Unspurisingly, knowing adultery has occurred and persuasively proving it to a Virginia Circuit Court judge are two very different things. In Virginia, adultery must be proved by a “clear and convincing” standard of evidence. While that standard is lower than the classic “beyond a reasonable doubt” criminal standard, it is as high a standard as is available in a civil courtroom. In the face of both the Fifth Amendment denials and the high “clear and convincing" standard – and often without any direct evidence of adultery – successfully demonstrating what you believe has occurred may seem daunting. How do you demonstrate for a judge that your spouse has committed adultery? The answer: circumstantial evidence.
• Did the adulterer say or write things to the paramour; were letters, notes, cards or e-mails exchanged between the adulterer and paramour? Attorneys can issue subpoenas to internet service providers and obtain existing e-mails. Introducing e-mails at trial can present certain evidentiary challenges, but the information they contain can be crucial to helping you frame your allegation and corroborate testimony. E-mails alone, however, do not prove adultery.
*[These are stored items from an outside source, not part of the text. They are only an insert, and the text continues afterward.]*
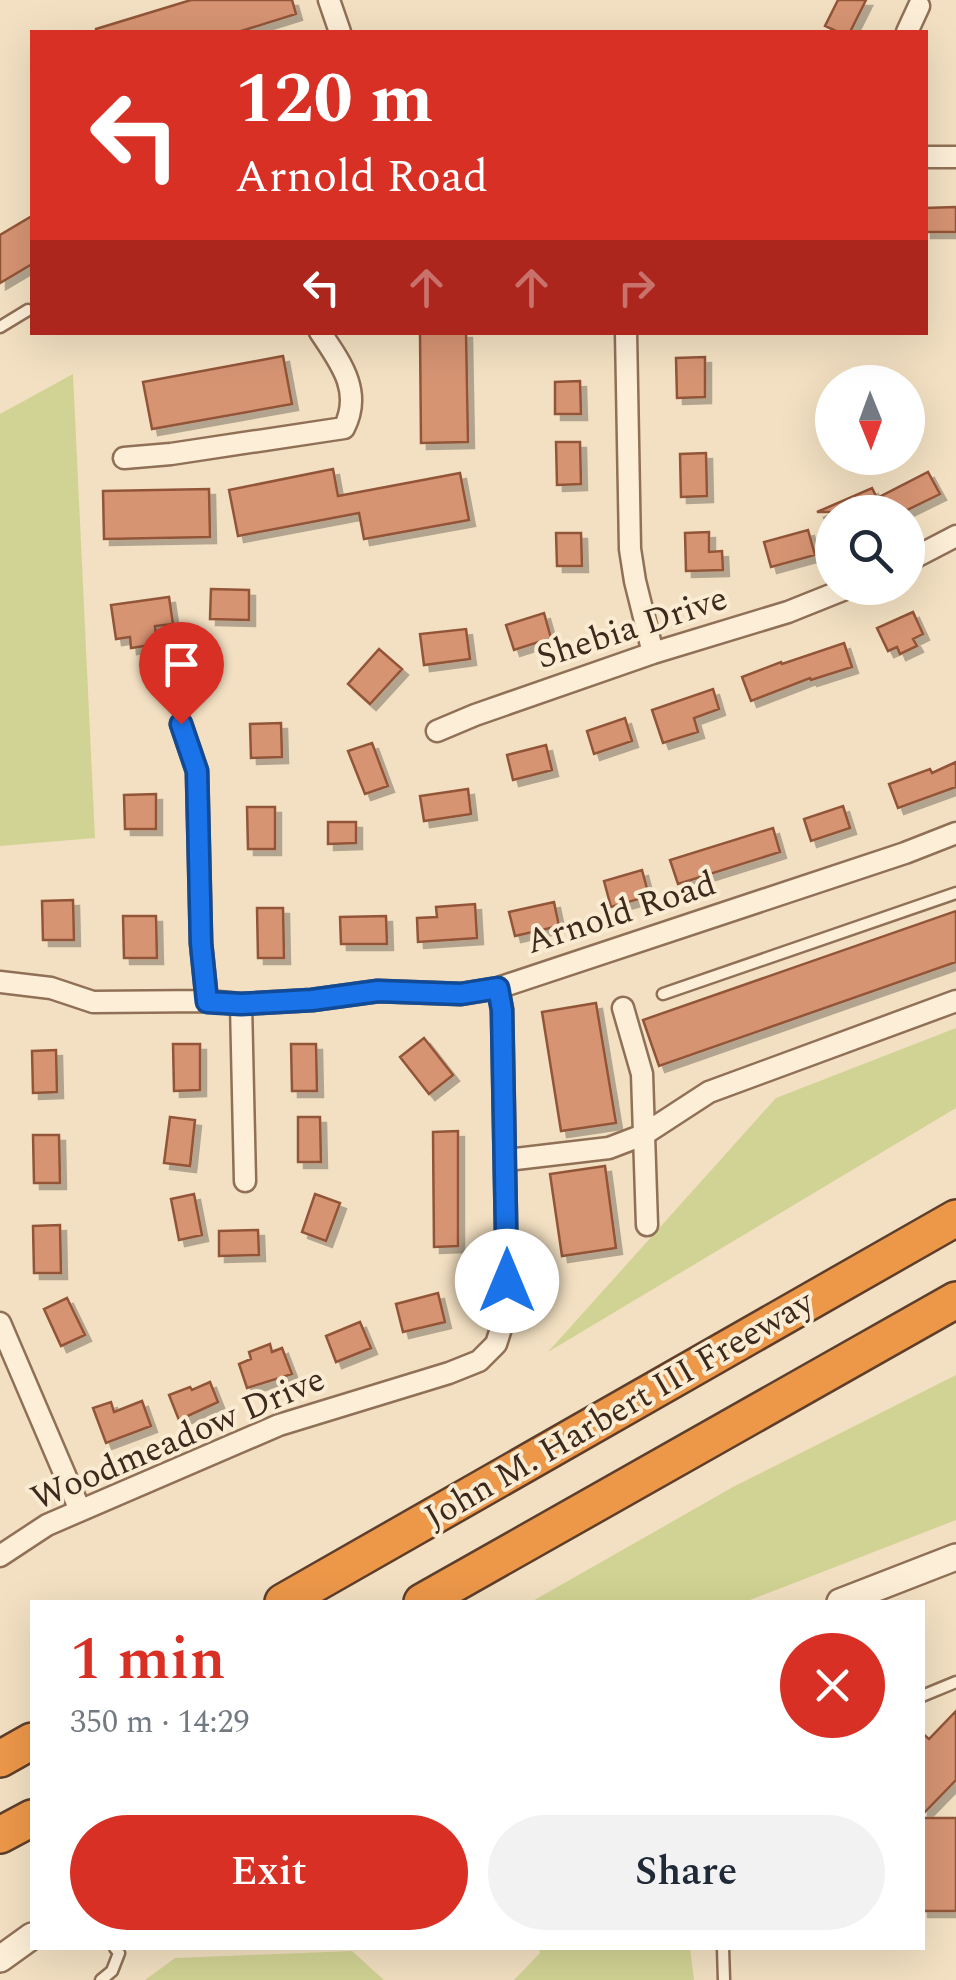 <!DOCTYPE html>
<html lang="en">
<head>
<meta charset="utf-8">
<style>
  :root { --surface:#fff; --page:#f2f2f3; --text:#1f2937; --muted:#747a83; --accent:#d93025 }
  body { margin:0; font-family:Spectral,serif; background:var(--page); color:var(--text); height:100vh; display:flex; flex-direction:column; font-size:38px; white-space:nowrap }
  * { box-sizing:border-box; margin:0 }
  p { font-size:32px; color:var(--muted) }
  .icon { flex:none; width:55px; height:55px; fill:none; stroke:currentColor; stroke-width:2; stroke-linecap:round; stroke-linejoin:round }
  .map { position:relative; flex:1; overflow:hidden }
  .side { position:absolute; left:30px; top:1600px; width:895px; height:350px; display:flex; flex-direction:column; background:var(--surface); border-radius:0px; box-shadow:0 10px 40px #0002 }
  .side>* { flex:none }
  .hud { position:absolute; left:30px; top:30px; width:898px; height:305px; border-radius:0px; box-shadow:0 10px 40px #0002; background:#d93025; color:#fff; overflow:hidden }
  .needle { width:65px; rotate:179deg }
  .buttons { position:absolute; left:815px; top:365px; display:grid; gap:20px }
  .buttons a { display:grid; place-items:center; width:110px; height:110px; border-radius:50%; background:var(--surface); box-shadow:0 10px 40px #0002; font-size:50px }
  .pin { position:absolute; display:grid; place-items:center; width:85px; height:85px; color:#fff; margin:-102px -42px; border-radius:50% 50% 50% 0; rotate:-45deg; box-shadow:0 0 10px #0007 }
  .pin .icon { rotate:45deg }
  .me { position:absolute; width:110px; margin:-55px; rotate:0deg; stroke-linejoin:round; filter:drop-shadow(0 0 8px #0008) }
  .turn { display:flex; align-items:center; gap:35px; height:210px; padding:0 40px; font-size:45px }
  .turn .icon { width:130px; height:130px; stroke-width:2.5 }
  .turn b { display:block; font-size:70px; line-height:85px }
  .lanes { display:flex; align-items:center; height:95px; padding:0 40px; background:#0003; justify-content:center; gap:50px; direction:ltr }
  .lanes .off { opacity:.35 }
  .round { display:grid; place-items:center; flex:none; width:105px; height:105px; border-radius:52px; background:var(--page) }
  .head { display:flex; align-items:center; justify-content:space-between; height:170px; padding:0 40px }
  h1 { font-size:60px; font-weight:600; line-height:75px; color:var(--accent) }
  .action { display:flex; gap:20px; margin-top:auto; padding:20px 40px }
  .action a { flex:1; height:115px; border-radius:60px; background:var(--accent); color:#fff; font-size:40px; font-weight:600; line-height:115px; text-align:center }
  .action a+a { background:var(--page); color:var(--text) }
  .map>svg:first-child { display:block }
</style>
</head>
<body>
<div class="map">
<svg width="956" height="1980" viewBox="0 0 956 1980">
  <defs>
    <filter id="shadow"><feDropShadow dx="6" dy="6" stdDeviation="0" flood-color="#0004"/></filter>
  </defs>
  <rect width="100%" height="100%" fill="#f3e0c2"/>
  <path fill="#d1d394" d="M73 374 95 838 0 846V414Z
    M956 1028V1108L548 1352 776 1098Z
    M956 1375V1520L745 1602H531L733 1487Z
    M539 1948H690L694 1980H514L540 1953Z
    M352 1951 384 1980H145L175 1958Z"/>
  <path fill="#d69473" stroke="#925539" stroke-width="2.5" filter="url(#shadow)" d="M191 0H292L296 14 238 32H96V29Z
    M838 0H866L850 32H838L825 26Z
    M956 207V232H925V208Z
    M32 216V264L0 283V235Z
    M420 332H466L468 442 421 443Z
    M283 356 292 404 152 429 143 382Z
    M705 357V397L677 398 676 358Z
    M580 381 581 414H555V382Z
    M556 442H580L581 484 557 485Z
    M706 453 707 496 681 497 680 454Z
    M333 469 338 496 460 473 469 520 364 539 359 513 238 536 229 490Z
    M928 472 940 494 903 512 899 505 883 512H817L872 488 877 498Z
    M209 489 210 537 104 539 103 491Z
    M808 530 815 555 771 567 764 542Z
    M709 532V552L722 551 723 570 686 571 685 533Z
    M556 533H581L582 566H557Z
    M211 589 249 590V620L210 619Z
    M169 597 173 624 155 626 157 644 131 648 130 637 116 639 111 605Z
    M913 612 923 634 913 639 917 646 900 654 897 647 888 651 877 628Z
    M544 613 551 638 514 650 506 625Z
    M466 629 470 659 424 665 420 634Z
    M844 643 852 667 811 680 810 678 751 701 742 677 781 662 782 664Z
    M379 649 402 669 370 704 348 684Z
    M713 689 719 709 694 718 698 732 663 743 652 710Z
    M625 718 632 741 594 754 587 731Z
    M281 723 282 757 251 758 250 724Z
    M372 743 388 786 365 794 348 751Z
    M546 745 552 770 513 780 507 755Z
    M956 762V787L898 808 889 784 930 769 932 773Z
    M468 789 471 814 424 821 420 796Z
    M156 794V829H125L124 795Z
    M843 806 850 828 811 841 804 819Z
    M247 807H275V849H248Z
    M328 822H356V843L328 844Z
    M773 828 780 852 678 884 670 860Z
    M642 870 649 896 611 907 604 881Z
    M73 900 74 940H43L42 901Z
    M554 902 559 926 515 936 509 912Z
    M475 904 477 938 418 942 417 918 437 917 436 907Z
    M257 908H283L284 958H258Z
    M956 911V962L659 1066 643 1020Z
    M123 916H156L157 958H124Z
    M386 916 387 944H341L340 917Z
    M596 1003 616 1123 561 1131 542 1012Z
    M424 1038 453 1075 429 1094 400 1057Z
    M173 1044H200V1090L174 1091Z
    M291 1044H316L317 1091H292Z
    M56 1050 57 1092 33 1093 32 1051Z
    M170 1117 195 1120 190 1166 164 1163Z
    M298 1117H320L321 1162H298Z
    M458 1131V1246L434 1247 433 1132Z
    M33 1135H59L60 1183H34Z
    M605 1166 616 1248 562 1256 550 1174Z
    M194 1194 202 1235 179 1240 171 1199Z
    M315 1194 340 1203 326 1241 302 1232Z
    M60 1225 61 1273H34L33 1226Z
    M258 1230 259 1255 219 1256V1231Z
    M438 1293 445 1322 403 1332 396 1304Z
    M67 1298 85 1335 61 1346 44 1309Z
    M360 1322 371 1348 336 1362 326 1336Z
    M270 1344 272 1352 282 1348 292 1374 247 1388 239 1364 251 1359 249 1352Z
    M210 1382 218 1402 179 1420 169 1395 190 1387 192 1390Z
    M142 1401 151 1426 106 1443 93 1408 111 1402 114 1412Z
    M956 1711V1780L922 1815V1733L929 1739Z
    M922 1818H956V1911H922Z"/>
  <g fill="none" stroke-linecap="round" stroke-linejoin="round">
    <defs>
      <path id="service" d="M0 327 28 310
        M663 994 956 893
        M922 1696 956 1682
        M723 1948 724 1980
        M101 1980 112 1971 119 1953 115 1948"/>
      <path id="minor" d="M329 0 340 32
        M907 32 919 6
        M925 157H956
        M626 332 630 549 635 581 653 653
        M124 458 171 454 344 428C363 391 340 362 320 332
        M908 561 956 536
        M181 724 197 771 201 943 207 1001
        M437 731 475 715 653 653 788 612 848 588
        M0 982 51 988 93 1002 207 1001 241 1004 312 1000 378 991 461 994 498 988 905 853 956 833
        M241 1004 245 1181
        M623 1008 642 1074 647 1225
        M507 1160 609 1148 643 1135 709 1092 956 1001
        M0 1323 80 1510
        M0 1556 47 1525 279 1425 449 1373 479 1361 496 1344 506 1313 507 1281 502 1009 498 988"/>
      <path id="tertiary" d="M840 1602 956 1557
        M0 1959 32 1936"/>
      <path id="motorway" d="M283 1602 956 1218
        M422 1602 956 1300
        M0 1759 32 1741
        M0 1835 32 1818"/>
    </defs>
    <use href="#service" stroke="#907056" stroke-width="15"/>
    <use href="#minor" stroke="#907056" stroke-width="25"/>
    <use href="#tertiary" stroke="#907056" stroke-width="30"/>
    <use href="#motorway" stroke="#5d3e2b" stroke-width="40"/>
    <use href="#service" stroke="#fdeed7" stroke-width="10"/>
    <use href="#minor" stroke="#fdeed7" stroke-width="20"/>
    <use href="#tertiary" stroke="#fdeed7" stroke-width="25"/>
    <use href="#motorway" stroke="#ed9749" stroke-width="35"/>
  </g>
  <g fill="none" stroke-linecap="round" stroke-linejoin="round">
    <defs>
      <path id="route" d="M181 724 197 771 201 943 207 1002 241 1004 312 1000 378 991 461 994 498 988 502 1010 507 1281"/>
    </defs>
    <use href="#route" stroke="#114b97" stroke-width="25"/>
    <use href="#route" stroke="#1a73e8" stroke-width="18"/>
  </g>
  <g text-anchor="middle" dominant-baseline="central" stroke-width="8" stroke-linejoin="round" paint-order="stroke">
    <g font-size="35" fill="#3e2a1c" stroke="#faebd3">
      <text transform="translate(632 628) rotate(-18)">Shebia Drive</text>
      <text transform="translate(621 913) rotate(-18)">Arnold Road</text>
      <text transform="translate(619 1410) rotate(-30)">John M. Harbert III Freeway</text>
      <text transform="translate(178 1439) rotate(-23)">Woodmeadow Drive</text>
    </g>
  </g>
</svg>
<div class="buttons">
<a><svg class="needle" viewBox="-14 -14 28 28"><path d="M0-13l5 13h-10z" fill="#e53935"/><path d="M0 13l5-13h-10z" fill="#747a83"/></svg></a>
<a><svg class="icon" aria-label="search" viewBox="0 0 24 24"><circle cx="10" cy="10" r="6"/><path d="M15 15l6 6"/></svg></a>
</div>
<div class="pin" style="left:181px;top:724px;background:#d93025"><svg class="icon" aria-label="arrive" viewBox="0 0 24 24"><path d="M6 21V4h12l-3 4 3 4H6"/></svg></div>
<svg class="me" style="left:507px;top:1281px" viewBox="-20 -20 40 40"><circle r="19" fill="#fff"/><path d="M0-13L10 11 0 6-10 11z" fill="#1a73e8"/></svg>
<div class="hud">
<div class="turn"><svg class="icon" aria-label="left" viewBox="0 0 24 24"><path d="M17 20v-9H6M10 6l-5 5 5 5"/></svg><div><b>120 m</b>Arnold Road</div></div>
<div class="lanes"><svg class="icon" aria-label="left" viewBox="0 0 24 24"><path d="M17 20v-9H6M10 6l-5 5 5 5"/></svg><svg class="icon off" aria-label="ahead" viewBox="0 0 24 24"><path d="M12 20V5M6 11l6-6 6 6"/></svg><svg class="icon off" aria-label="ahead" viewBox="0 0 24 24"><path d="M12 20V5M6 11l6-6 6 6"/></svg><svg class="icon off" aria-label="right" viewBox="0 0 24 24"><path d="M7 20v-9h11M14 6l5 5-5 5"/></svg></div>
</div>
<section class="side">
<div class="head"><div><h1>1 min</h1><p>350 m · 14:29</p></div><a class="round" style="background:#d93025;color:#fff"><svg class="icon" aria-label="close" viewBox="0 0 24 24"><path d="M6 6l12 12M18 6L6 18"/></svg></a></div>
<div class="action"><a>Exit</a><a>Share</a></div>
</section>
</div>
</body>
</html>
• Did the adulterer use a cell phone to call his or her paramour? Attorneys can issue subpoenas to cellular phone service providers and obtain records of out-going and in-coming calls. (NB: Instant messages and text messages are typically not available via subpoena.) Phone records can demonstrate repeated calls to a suspected paramour and help establish the relationship. Suspicious, yes. But, like e-mails, phone calls alone do not prove adultery.
• Did the adulterer use a credit or debit card to purchase meals, gifts, hotel rooms, plane tickets or other such itemsfor his or her paramour? Attorneys can issue subpoena to financial institutions and obtain records of charges made on selected accounts. Credit card statements can be used to establish where the adulterer was on any given day and on what he spent marital funds. Helpful, certainly. Definitive? No.
Individually, e-mails, phone calls and expenses may not suffice, but together you can use them to persuasively tell a “common sense story” of the illicit relationship. For example, e-mails may illustrate the early stages of a relationship, record day-to-day contact and certain activities a boyfriend and girlfriend might do together. Phone records showing frequent phone calls may further confirm the improper relationship and reflect calling patterns closer to what one might expect from a boyfriend/girlfriend. Charge account statements confirm the relationship still further by recording activities and supporting the notion that expenses incurred were consistent with traditional courting behavior. Circumstantial evidence of this sort, coupled with limited direct evidence (e.g. private investigator’s reports and pictures) and an adulterer’s less than credible attempts to rationalize the evidence, may suffice to demonstrate wrongdoing.